Dataset content →
******

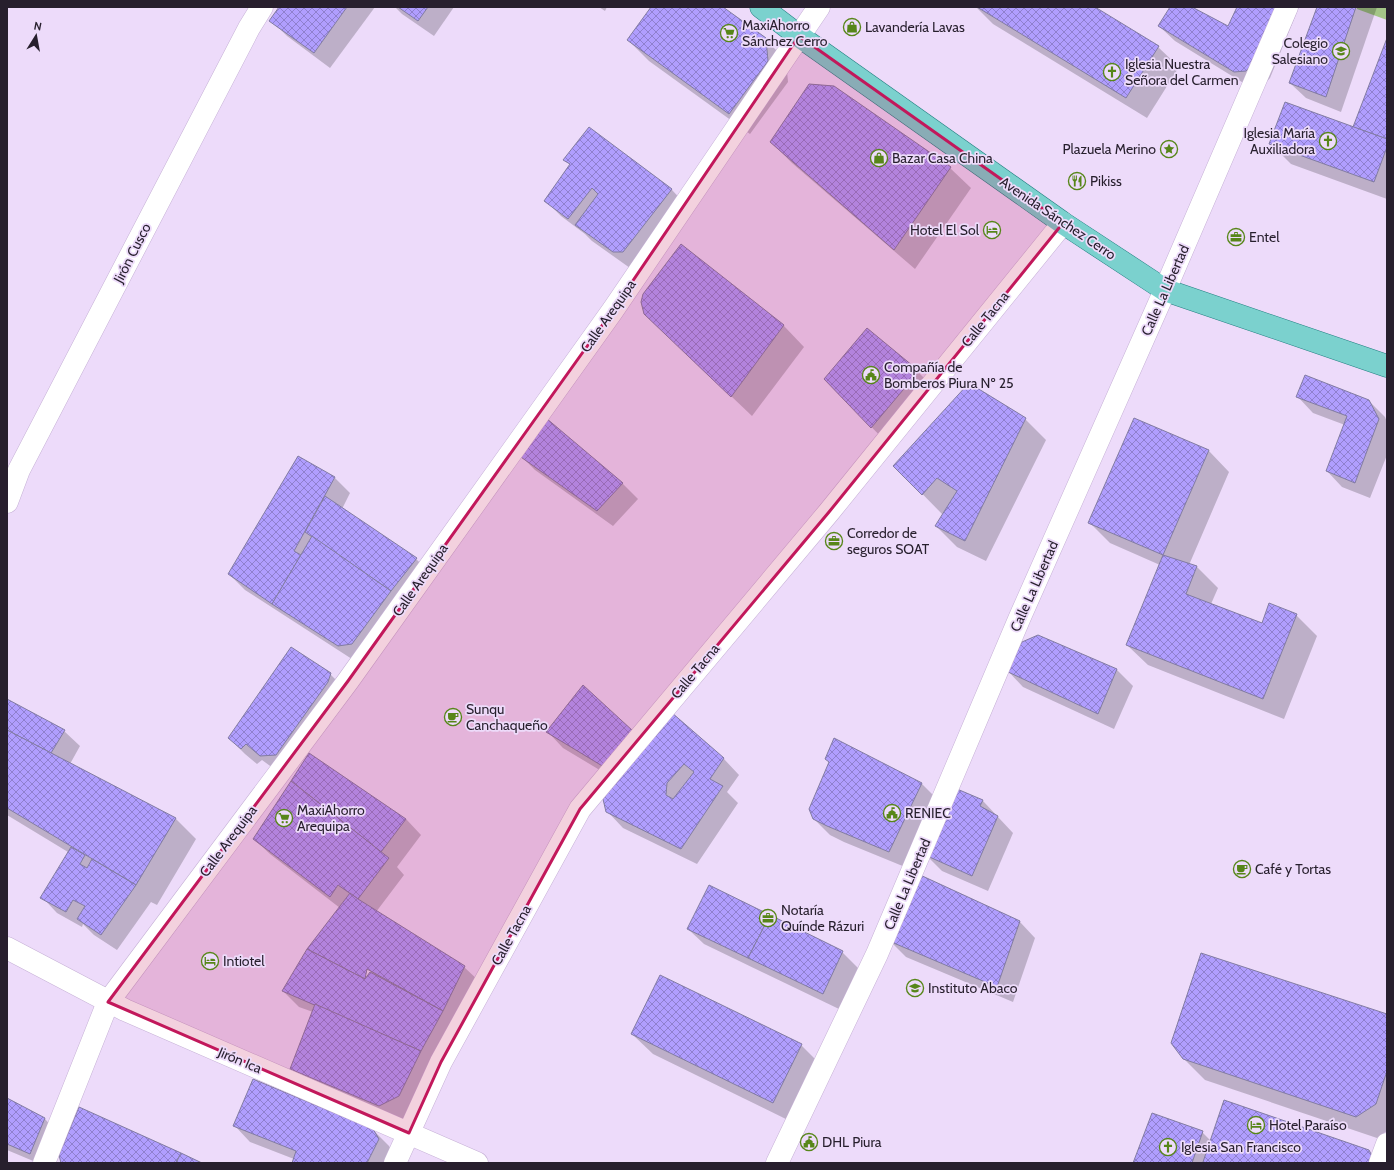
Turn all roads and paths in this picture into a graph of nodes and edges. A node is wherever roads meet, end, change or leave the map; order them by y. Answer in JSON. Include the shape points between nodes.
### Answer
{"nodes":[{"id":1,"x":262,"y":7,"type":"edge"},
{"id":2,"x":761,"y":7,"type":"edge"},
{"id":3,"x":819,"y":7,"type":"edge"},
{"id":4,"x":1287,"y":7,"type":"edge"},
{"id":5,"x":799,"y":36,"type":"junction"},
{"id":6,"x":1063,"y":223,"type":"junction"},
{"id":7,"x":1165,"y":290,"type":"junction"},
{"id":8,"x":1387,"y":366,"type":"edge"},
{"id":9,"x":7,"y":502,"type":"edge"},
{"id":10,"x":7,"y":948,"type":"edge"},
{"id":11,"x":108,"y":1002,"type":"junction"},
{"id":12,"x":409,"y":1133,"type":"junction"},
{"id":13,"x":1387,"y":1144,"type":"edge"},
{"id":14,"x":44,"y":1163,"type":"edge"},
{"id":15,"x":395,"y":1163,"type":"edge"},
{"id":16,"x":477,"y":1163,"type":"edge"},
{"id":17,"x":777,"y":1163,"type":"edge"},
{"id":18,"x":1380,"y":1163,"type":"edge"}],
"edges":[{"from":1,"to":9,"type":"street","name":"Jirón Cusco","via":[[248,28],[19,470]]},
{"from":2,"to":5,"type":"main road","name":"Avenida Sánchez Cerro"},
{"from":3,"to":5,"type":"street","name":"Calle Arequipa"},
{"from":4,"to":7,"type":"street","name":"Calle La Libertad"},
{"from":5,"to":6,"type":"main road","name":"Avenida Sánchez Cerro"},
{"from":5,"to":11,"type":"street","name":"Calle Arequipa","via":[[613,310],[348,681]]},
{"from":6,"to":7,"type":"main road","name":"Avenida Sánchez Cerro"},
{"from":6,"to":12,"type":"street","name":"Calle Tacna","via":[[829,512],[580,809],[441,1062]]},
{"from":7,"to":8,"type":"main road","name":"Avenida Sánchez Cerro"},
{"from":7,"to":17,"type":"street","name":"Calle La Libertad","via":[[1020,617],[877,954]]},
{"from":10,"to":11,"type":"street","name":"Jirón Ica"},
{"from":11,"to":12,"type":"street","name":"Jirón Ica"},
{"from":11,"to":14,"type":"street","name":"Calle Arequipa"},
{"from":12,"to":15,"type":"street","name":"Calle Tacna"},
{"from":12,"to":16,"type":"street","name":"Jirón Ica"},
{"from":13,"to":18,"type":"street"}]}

******

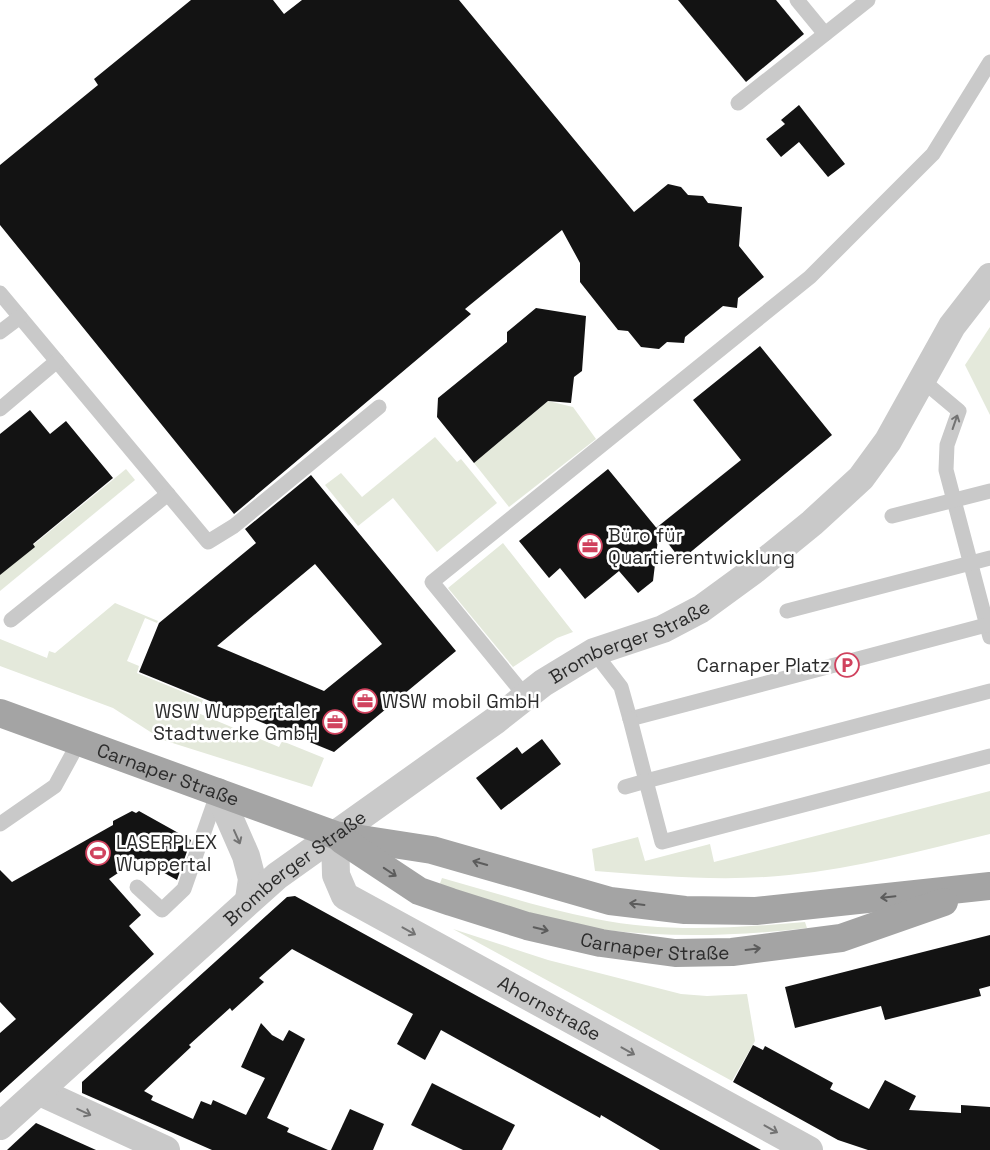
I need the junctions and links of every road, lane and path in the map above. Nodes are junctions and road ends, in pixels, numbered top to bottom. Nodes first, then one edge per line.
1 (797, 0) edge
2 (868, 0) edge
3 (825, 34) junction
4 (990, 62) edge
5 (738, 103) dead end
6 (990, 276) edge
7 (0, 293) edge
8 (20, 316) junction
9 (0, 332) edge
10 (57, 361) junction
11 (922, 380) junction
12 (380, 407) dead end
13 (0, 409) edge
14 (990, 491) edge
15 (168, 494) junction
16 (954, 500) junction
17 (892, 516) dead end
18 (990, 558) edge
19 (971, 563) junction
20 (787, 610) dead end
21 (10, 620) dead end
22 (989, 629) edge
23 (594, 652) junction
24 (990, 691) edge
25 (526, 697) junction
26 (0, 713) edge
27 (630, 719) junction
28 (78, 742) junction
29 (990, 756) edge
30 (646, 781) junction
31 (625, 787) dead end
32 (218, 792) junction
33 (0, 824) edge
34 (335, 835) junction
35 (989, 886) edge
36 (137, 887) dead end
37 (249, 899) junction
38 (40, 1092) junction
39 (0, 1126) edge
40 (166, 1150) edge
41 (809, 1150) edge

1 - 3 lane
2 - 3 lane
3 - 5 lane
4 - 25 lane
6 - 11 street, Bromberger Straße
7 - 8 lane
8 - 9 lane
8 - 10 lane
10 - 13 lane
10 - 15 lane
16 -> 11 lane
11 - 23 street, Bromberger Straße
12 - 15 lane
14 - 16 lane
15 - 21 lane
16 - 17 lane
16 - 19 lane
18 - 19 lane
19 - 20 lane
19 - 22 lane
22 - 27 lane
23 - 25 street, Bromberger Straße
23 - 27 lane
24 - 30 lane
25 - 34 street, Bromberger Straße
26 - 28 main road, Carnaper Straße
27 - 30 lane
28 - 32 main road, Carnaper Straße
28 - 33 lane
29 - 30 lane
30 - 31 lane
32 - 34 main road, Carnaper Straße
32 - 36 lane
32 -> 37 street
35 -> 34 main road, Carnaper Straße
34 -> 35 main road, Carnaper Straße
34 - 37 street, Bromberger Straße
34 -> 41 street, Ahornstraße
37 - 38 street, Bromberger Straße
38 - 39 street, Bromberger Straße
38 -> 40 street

******

Work to complete →
Write out each line above with the word "Bromberger".

Exercise response →
6 - 11 street, Bromberger Straße
11 - 23 street, Bromberger Straße
23 - 25 street, Bromberger Straße
25 - 34 street, Bromberger Straße
34 - 37 street, Bromberger Straße
37 - 38 street, Bromberger Straße
38 - 39 street, Bromberger Straße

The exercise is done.